Behind The Scenes
When Shaquina Justice met he attorney hired to handle her husband’s appeal, she had already been fighting for
nearly four years to clear her husband of
criminal charges that resulted in a first-degree assault conviction for his role
in a South Seattle shootout. At trial, her
husband claimed self-defense, but the
jury didn’t buy it. It didn’t take long, after
hiring the attorney to mount an appeal,
for her to realize that was a mistake.
“He wasn’t showing up in court,”
she recently said of her experience. “I
paid him $11,000 and he did next to
nothing. I couldn’t even reach him on
Two years later, Justice finally got
a bit of good news in the form of a
$10,500 check from the Washington
State Bar Association's (WSBA) Client
Protection Fund (CPF). Hers was the
largest award among the nine former
clients of this attorney who applied for
relief from the Fund.
“I really appreciate the fund,” Justice
said. “I’m not sure how I could recover
the money lost any other way.”
Her difficult experience with that
attorney wasn’t unique. In all, the
CPF awarded $31,019 to seven of the
attorney’s former clients.
The attorney resigned in lieu of
discipline, which means he can never
apply for readmission to practice law
in Washington. “The one thing that
bothered me was that he might be able
to go and practice somewhere else, in
another state,” Justice said.
Until recently, the CPF was known as
the Lawyers’ Fund for Client Protection
(LFCP). The name change occurred
in 2017 in response to the inclusion of
Limited Practice Officers (LPOs) and
Limited License Legal Technicians
(LLLTs) as members of the Bar.
Established by the Washington Supreme
Court in 1994, the LFCP Board replaced
the WSBA Indemnity Fund, which had
been in place since 1960. The state
Supreme Court approved the change at
the request of WSBA with the adoption
of Rule 15 of the Admission and Practice
Rules. Lawyers and LLLTs contribute to
the Fund with an annually assessed fee in
addition to their license fee. Currently, the
annual assessment is $30.
So why should Bar members be
required to contribute to the CPF?
Unlike doctors, accountants, or
architects, legal practitioners are members
of a uniquely self-regulating profession.

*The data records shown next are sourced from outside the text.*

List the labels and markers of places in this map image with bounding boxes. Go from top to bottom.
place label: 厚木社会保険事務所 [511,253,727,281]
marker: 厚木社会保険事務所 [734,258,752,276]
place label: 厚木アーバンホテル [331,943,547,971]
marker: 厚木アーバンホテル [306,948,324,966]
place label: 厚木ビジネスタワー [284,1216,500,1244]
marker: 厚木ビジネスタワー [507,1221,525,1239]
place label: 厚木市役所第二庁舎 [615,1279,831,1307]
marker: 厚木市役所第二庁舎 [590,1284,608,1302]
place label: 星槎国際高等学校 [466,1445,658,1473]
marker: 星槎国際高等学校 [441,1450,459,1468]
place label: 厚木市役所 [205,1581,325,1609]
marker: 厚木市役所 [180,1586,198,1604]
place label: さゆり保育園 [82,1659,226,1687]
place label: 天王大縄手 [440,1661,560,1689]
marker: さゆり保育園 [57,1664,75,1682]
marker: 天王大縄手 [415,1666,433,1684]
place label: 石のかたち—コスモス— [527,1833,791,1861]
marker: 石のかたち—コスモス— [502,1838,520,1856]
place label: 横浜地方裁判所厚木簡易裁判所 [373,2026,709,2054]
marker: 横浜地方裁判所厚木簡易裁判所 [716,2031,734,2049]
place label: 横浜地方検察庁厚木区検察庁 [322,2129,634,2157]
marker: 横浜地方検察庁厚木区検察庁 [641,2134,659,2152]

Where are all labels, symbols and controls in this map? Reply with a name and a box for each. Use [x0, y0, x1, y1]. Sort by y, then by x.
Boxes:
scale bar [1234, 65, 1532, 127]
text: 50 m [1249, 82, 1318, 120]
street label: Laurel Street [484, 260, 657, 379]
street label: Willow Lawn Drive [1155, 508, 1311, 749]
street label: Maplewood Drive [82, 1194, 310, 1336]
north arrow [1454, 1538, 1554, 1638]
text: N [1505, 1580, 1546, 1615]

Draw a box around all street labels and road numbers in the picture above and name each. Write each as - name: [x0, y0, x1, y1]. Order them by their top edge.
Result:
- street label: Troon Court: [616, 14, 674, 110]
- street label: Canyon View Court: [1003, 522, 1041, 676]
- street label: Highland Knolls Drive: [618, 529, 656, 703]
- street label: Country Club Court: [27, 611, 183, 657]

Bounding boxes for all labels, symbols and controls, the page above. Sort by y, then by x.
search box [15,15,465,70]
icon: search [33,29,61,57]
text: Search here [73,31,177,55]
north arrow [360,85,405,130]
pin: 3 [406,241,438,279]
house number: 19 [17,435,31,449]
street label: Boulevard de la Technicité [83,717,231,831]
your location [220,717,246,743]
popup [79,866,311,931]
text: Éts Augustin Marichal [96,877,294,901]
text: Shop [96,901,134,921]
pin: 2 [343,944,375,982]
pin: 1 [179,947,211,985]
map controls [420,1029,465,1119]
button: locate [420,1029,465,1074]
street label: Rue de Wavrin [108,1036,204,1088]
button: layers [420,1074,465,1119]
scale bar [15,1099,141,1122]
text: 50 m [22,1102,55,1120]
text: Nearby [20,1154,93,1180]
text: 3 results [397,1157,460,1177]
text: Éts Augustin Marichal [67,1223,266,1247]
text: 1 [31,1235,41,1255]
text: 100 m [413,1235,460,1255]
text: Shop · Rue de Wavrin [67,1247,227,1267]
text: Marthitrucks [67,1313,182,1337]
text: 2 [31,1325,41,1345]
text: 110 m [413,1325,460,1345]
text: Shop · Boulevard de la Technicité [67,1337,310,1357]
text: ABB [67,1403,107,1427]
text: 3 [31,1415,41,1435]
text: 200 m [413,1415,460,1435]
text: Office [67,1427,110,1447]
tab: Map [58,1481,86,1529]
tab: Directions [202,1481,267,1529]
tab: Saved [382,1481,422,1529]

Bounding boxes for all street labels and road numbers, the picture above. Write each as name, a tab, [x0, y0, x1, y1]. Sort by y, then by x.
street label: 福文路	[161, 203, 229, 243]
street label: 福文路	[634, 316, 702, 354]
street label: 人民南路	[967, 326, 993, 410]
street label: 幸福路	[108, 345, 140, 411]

The Washington Supreme Court regulates
the legal professions in Washington, and
WSBA, through authority delegated to
it by the Court, administers admission,
licensing, and discipline.
Eligibility to receive a gift from the
CPF focuses on intent: did the legal
professional dishonestly mishandle a
client’s money? Applicants must show
by a preponderance of the evidence that
they lost money or property due to the
dishonest acts of a Washington lawyer or
LLLT. Examples of dishonest acts include
theft or embezzlement, conversion, or
refusal to return unearned fees. The Fund
can also make gifts to applicants when
payments are not returned due to the
WSBA member’s death, disappearance,
or inability to practice. Applicants are
required to show that no other form of
compensation is available through the
legal system, bond, or insurance. Clients
receiving gifts are required to return them
to the Fund if they are reimbursed from
any other source.
“It has to be a dishonest action,” said
Brenda Jackson, the CPF analyst who
deals directly with applicants. Gifts may
be awarded only to compensate clients for
the amount of money a legal professional
purposefully took or mishandled. They
cannot be awarded in cases of malpractice
or fee disputes. “Malpractice can be
negligent rather than dishonest,” she said.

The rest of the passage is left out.